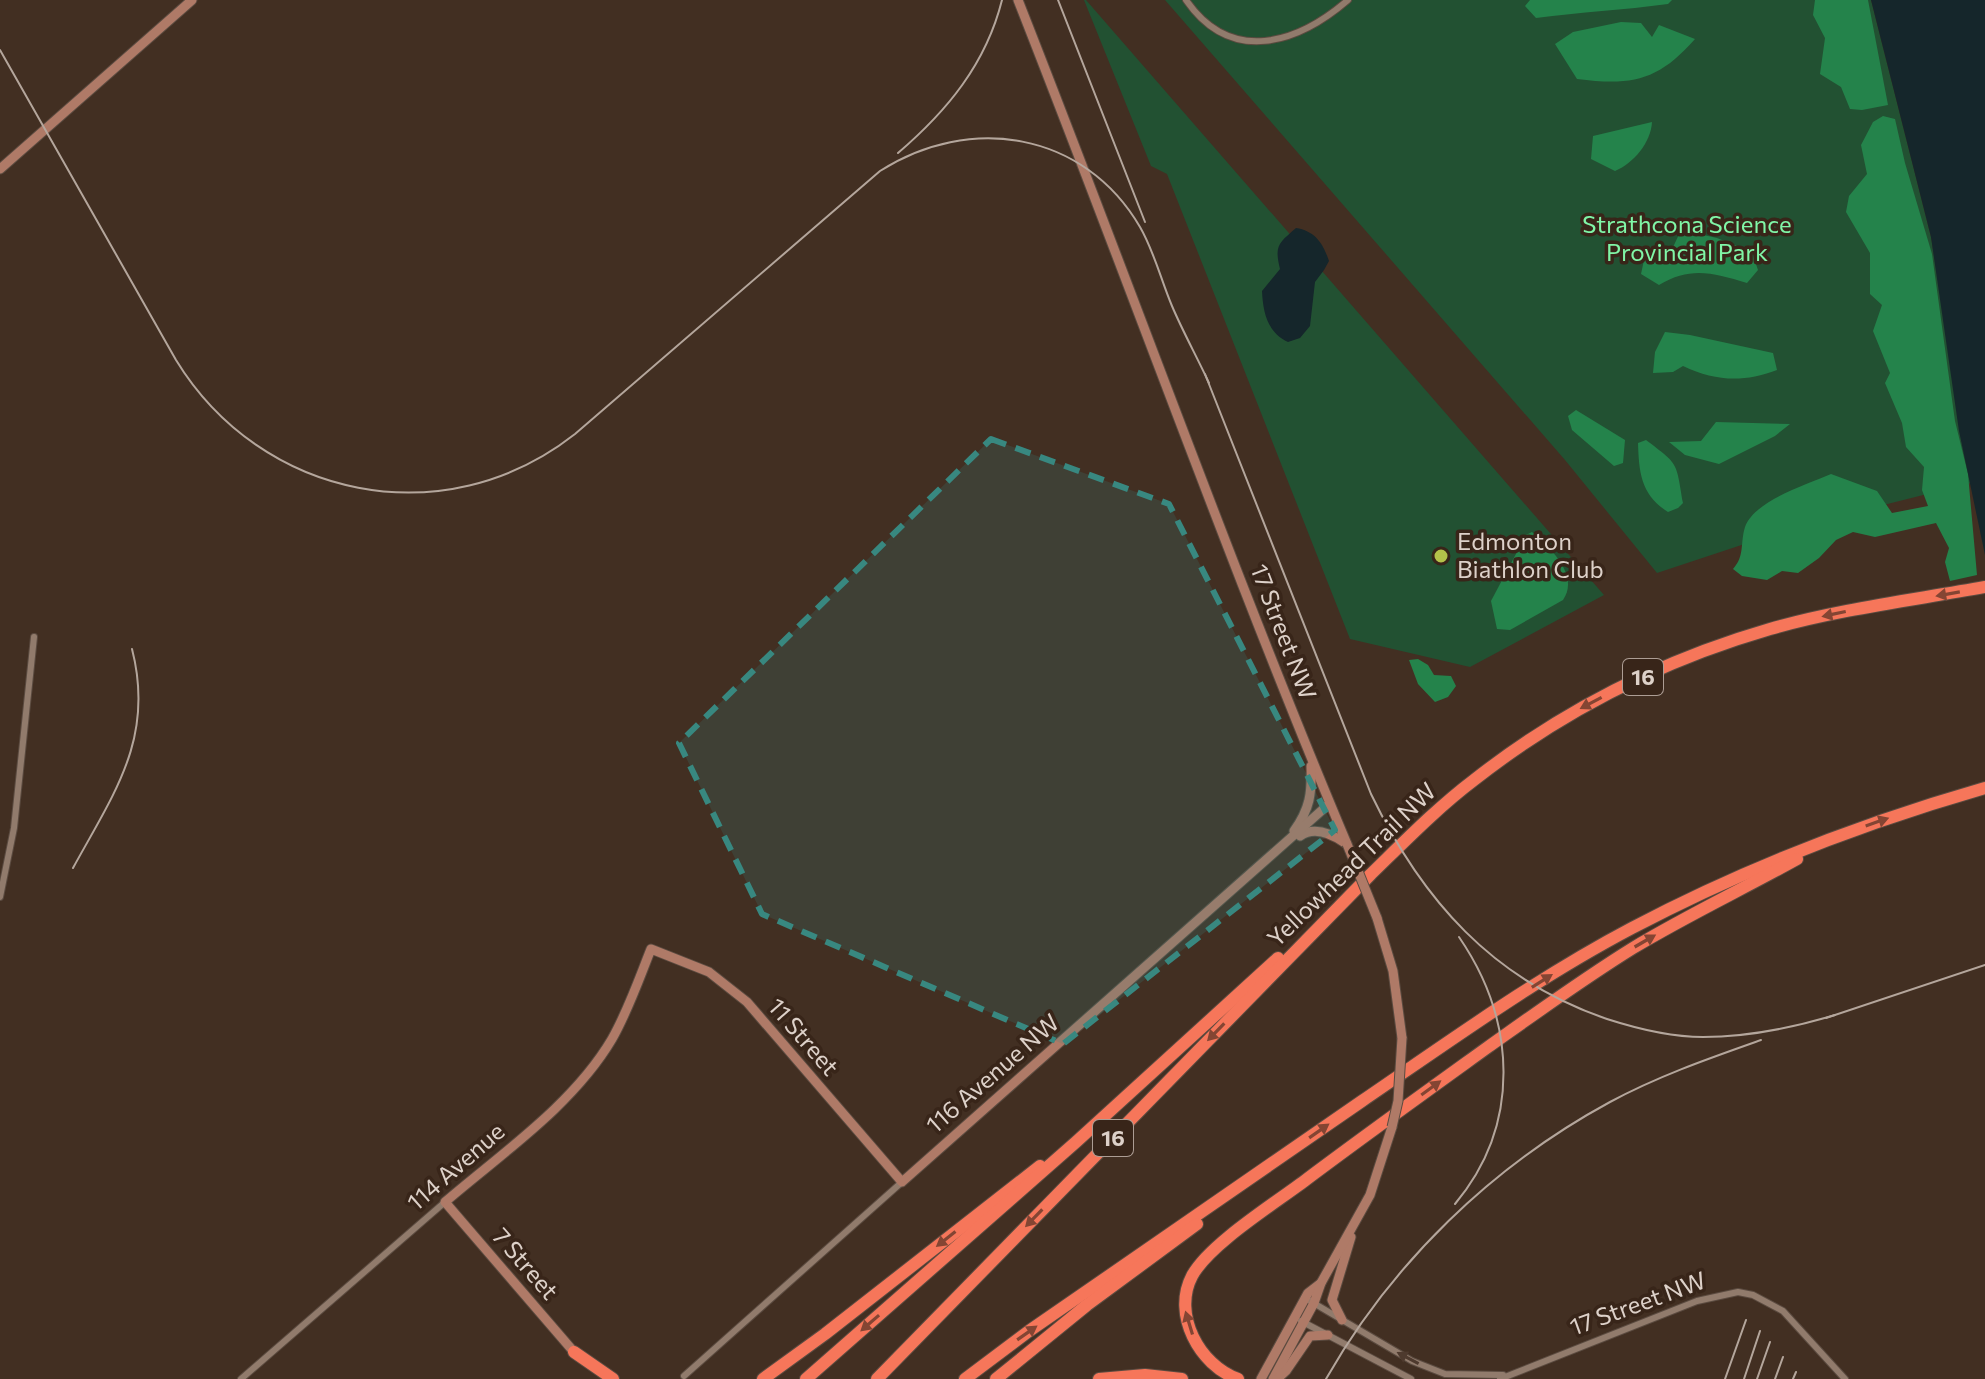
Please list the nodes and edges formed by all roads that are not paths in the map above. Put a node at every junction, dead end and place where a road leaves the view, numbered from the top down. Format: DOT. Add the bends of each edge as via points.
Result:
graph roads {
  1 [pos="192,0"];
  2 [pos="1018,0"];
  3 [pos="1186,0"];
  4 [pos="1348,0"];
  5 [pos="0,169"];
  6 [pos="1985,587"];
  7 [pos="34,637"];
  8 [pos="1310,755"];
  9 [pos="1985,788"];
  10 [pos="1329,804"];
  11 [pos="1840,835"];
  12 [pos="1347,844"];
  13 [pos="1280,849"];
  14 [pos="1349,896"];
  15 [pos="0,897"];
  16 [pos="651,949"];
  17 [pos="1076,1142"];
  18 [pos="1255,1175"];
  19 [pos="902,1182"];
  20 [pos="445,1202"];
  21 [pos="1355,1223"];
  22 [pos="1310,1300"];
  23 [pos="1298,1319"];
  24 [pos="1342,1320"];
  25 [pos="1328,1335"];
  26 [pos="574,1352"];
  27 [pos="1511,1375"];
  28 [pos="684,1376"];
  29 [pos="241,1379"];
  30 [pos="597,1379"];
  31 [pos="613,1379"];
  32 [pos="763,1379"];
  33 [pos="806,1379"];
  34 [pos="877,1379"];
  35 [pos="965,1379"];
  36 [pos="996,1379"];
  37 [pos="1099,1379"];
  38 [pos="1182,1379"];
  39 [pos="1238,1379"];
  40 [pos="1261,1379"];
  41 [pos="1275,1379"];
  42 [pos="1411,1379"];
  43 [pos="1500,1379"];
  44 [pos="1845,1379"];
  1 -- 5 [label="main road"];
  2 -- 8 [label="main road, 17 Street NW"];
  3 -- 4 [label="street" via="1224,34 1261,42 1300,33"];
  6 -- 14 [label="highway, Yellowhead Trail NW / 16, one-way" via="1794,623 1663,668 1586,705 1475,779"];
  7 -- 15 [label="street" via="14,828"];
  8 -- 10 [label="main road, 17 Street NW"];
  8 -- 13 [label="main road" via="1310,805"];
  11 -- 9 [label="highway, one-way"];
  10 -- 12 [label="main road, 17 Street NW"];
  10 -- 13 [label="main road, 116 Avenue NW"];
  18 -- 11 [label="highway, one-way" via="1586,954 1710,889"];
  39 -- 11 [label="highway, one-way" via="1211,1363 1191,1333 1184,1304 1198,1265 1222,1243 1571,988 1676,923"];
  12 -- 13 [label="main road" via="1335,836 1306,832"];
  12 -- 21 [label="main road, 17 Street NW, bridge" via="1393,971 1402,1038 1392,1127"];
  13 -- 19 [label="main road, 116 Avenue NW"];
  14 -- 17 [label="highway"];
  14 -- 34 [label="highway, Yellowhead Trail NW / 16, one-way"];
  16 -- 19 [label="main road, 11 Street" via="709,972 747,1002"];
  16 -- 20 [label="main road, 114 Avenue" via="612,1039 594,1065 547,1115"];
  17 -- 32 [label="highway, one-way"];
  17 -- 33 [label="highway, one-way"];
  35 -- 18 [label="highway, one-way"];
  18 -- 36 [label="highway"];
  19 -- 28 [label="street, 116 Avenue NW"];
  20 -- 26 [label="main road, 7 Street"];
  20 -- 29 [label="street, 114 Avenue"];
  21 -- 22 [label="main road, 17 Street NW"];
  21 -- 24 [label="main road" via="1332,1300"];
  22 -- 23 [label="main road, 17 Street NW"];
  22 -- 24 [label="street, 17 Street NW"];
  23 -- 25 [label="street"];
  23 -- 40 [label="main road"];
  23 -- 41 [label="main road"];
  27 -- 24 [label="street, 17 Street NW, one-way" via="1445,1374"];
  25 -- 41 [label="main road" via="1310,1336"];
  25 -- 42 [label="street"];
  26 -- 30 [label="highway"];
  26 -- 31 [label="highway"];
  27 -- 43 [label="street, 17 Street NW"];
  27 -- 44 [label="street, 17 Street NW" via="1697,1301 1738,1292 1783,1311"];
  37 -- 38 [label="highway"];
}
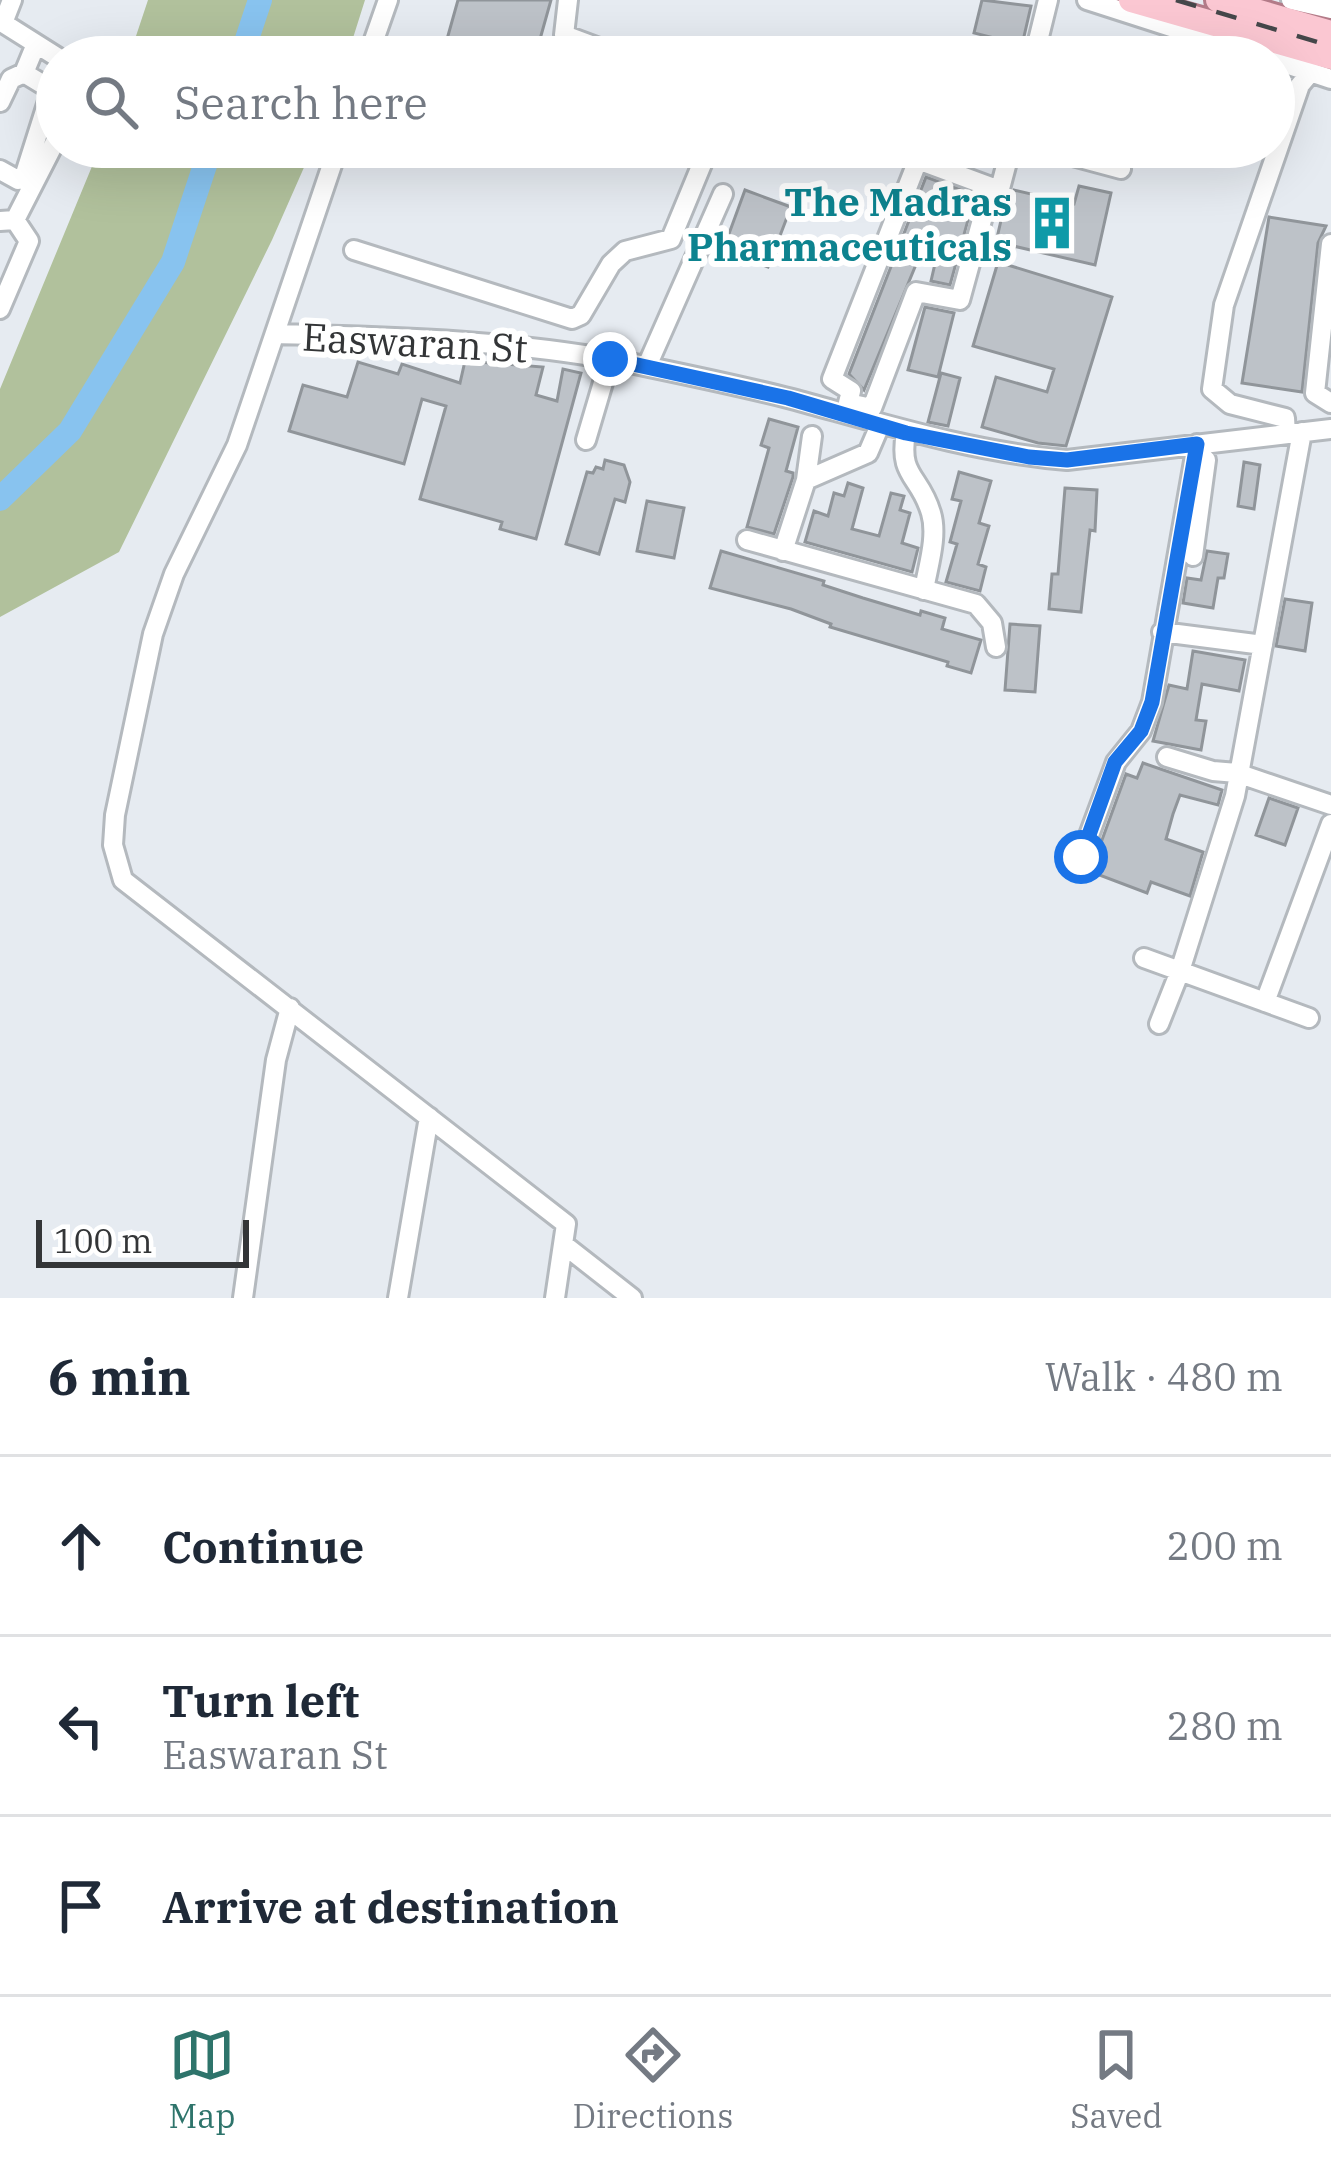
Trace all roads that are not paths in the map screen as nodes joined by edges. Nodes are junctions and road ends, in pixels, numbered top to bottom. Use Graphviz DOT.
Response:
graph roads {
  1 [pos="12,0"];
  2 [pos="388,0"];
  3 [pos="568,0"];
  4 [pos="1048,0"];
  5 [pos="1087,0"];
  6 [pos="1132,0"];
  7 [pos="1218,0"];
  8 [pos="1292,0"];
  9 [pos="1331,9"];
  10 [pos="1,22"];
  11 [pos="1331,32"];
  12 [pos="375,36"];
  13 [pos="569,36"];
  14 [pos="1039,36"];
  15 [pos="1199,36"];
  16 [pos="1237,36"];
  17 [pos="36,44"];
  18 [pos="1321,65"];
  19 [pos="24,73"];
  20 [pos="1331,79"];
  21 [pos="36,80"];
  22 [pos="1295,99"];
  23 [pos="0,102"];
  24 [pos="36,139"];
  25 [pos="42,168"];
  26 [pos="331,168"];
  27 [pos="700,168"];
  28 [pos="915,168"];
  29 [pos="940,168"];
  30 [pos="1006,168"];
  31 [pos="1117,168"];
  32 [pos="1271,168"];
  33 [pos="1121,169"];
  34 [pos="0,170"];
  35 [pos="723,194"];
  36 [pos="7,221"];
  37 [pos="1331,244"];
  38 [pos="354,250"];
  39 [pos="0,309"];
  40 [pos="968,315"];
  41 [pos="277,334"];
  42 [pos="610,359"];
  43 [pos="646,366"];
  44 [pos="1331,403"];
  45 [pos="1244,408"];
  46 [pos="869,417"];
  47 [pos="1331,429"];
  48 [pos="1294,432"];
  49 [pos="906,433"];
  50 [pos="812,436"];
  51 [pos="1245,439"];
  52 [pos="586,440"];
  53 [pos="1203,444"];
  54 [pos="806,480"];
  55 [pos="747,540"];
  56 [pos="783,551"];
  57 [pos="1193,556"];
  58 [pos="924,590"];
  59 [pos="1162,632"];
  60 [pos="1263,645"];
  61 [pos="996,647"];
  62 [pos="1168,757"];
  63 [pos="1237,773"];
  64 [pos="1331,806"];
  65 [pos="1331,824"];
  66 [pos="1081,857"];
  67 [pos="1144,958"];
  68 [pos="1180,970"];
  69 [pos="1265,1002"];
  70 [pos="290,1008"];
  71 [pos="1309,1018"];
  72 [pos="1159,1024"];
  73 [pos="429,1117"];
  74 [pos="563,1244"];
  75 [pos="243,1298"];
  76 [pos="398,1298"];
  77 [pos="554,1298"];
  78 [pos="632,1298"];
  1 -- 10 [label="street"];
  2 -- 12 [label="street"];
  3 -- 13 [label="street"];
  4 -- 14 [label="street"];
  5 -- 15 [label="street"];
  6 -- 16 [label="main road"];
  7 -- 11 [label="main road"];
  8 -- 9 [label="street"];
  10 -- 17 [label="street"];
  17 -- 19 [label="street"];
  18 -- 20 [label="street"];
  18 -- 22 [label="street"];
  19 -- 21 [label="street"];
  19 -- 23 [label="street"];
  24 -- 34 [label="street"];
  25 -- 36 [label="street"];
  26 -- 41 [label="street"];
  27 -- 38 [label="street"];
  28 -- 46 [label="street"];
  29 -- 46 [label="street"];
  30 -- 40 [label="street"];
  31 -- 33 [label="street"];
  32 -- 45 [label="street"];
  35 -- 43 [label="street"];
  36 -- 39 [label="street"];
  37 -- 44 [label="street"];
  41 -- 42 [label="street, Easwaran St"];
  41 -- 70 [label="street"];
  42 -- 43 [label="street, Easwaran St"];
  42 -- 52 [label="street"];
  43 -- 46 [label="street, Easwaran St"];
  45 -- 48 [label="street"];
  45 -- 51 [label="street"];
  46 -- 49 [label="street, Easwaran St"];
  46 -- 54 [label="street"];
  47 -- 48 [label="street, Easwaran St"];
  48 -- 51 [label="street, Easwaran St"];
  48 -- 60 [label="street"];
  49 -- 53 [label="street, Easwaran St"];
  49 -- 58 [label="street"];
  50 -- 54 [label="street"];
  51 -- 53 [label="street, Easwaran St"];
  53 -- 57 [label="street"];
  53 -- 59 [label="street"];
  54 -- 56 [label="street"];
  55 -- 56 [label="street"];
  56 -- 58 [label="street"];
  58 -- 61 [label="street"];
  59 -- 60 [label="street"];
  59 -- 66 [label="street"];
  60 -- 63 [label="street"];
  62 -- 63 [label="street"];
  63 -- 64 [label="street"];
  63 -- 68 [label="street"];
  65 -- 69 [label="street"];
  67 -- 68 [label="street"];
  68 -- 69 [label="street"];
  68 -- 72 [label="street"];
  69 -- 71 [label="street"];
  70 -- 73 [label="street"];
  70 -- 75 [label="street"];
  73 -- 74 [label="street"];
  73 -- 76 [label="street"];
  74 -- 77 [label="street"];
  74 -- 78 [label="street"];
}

###

# [Assignment]
Count how many of the lines in the material include the word "Yellowhead", and state that number without anything else.

# [Exercise output]
2